==== Data records

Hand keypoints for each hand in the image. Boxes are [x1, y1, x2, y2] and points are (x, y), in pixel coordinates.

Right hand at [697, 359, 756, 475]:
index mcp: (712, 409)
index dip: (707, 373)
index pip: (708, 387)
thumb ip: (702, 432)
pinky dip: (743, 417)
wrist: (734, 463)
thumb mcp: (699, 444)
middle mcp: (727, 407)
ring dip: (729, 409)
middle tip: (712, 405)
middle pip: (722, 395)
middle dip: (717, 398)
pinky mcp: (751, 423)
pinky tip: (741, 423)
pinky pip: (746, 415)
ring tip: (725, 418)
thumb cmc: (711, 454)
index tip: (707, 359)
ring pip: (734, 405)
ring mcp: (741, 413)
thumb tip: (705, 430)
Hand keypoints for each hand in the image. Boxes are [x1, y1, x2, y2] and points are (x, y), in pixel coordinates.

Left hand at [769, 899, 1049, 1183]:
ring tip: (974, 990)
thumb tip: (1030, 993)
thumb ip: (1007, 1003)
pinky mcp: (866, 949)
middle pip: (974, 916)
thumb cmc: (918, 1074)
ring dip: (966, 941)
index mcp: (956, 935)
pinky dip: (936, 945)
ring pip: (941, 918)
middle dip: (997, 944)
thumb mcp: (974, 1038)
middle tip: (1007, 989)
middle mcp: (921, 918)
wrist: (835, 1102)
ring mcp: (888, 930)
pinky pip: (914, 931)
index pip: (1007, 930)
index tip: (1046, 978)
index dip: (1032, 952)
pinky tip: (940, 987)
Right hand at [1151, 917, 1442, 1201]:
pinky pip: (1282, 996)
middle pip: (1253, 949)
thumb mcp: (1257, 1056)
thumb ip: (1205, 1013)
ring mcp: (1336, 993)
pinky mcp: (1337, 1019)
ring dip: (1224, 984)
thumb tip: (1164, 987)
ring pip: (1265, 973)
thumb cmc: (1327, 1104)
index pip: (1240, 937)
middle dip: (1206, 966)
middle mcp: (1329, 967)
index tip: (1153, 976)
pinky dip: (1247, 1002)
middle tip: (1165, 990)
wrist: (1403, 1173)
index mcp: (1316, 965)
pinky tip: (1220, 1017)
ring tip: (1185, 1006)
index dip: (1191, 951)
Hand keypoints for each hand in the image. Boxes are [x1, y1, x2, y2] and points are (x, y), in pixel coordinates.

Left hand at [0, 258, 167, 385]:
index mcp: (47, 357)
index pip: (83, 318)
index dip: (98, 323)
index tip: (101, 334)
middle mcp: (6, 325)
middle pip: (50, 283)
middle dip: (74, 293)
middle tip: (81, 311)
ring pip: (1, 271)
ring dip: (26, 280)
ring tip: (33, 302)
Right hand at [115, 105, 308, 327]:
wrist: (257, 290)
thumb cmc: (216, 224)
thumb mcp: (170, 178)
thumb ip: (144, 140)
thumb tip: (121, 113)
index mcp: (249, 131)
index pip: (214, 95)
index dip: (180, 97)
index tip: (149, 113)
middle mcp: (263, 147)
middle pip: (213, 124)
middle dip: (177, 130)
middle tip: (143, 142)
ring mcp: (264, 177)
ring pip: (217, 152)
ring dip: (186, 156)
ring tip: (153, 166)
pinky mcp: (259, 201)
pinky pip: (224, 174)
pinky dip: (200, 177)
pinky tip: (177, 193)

========

Work order
Set down each line from the line containing "wrist: (257, 290)" through the final line of the data, exactly and with nothing added.

Reply to the task
wrist: (257, 290)
thumb cmc: (216, 224)
thumb mcp: (170, 178)
thumb ip: (144, 140)
thumb tip: (121, 113)
index mcp: (249, 131)
index pip: (214, 95)
index dip: (180, 97)
index tip: (149, 113)
middle mcp: (263, 147)
middle pip: (213, 124)
middle dip: (177, 130)
middle tip: (143, 142)
ring mcp: (264, 177)
ring pip: (217, 152)
ring dip: (186, 156)
ring tip: (153, 166)
pinky mcp: (259, 201)
pinky pip: (224, 174)
pinky dip: (200, 177)
pinky tip: (177, 193)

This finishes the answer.